- Requirement -
In the data that follows, find the line with "ring tip: (428, 281)"; transcribe it, every later line up to the one with "ring tip: (642, 257)", and that line as well, exactly and with no others.

***** Listed records

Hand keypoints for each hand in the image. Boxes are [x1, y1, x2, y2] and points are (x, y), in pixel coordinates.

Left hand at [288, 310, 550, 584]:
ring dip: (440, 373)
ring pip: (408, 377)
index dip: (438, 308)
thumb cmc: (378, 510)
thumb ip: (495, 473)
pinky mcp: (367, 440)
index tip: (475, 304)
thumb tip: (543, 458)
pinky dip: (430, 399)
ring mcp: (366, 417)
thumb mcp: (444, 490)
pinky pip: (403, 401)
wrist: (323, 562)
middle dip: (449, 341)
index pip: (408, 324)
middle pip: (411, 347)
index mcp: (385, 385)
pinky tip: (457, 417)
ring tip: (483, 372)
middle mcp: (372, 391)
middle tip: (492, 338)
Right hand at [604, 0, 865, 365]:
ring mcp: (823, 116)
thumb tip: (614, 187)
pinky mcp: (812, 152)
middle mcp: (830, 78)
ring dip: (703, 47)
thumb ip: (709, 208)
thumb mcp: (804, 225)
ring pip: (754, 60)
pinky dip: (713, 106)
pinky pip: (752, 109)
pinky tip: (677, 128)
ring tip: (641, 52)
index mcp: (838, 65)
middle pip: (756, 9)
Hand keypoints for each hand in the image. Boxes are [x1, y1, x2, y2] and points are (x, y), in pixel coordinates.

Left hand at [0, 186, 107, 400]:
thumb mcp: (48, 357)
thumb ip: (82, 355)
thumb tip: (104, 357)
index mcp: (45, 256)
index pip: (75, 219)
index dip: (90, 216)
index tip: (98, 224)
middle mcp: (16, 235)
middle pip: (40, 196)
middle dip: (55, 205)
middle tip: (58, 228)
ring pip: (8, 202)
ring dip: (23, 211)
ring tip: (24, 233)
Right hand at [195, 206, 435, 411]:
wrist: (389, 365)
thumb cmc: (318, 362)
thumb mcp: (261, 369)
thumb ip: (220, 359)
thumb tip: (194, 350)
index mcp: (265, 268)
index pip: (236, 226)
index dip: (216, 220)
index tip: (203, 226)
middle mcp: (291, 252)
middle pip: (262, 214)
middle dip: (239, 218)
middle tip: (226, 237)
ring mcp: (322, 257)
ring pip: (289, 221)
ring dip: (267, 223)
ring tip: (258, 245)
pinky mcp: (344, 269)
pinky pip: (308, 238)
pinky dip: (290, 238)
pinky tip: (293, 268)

**********
***** Listed records

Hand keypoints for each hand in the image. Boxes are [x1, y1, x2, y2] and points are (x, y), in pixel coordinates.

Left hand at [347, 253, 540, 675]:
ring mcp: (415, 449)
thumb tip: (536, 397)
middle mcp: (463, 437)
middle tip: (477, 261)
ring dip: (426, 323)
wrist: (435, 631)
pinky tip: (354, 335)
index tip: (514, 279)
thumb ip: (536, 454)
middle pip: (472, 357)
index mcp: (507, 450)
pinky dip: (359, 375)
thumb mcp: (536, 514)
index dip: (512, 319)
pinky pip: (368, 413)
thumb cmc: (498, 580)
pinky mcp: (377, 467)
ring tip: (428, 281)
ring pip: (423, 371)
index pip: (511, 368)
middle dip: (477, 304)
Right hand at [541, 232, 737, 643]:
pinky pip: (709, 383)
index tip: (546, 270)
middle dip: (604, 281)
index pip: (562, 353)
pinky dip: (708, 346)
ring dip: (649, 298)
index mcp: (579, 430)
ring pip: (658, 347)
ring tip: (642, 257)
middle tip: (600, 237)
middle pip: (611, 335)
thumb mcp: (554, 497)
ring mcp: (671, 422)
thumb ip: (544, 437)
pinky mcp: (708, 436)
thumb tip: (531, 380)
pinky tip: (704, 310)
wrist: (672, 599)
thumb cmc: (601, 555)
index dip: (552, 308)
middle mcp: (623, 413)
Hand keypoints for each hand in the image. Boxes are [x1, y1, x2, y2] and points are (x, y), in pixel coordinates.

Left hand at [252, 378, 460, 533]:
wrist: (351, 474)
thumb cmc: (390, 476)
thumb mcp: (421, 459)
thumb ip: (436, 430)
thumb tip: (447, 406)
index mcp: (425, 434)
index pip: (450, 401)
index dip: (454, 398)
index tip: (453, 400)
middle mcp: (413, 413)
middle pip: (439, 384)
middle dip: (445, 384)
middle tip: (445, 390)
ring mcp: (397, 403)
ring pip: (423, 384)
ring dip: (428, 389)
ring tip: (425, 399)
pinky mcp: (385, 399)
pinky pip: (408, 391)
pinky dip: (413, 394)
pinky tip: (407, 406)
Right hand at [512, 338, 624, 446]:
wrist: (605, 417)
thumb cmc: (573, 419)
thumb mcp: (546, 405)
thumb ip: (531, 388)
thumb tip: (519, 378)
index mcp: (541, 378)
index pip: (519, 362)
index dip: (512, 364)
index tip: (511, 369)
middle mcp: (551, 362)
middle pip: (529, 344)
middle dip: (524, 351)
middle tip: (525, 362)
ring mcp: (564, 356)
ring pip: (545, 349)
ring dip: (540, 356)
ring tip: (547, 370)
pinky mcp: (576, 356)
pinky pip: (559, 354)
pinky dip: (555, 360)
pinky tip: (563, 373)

**********

- Completed exercise -
ring tip: (428, 281)
ring pip: (423, 371)
index pip: (511, 368)
middle dip: (477, 304)
Right hand at [541, 232, 737, 643]:
pinky pip: (709, 383)
index tip: (546, 270)
middle dip: (604, 281)
index pip: (562, 353)
pinky dip: (708, 346)
ring dip: (649, 298)
index mcp: (579, 430)
ring pip: (658, 347)
ring tip: (642, 257)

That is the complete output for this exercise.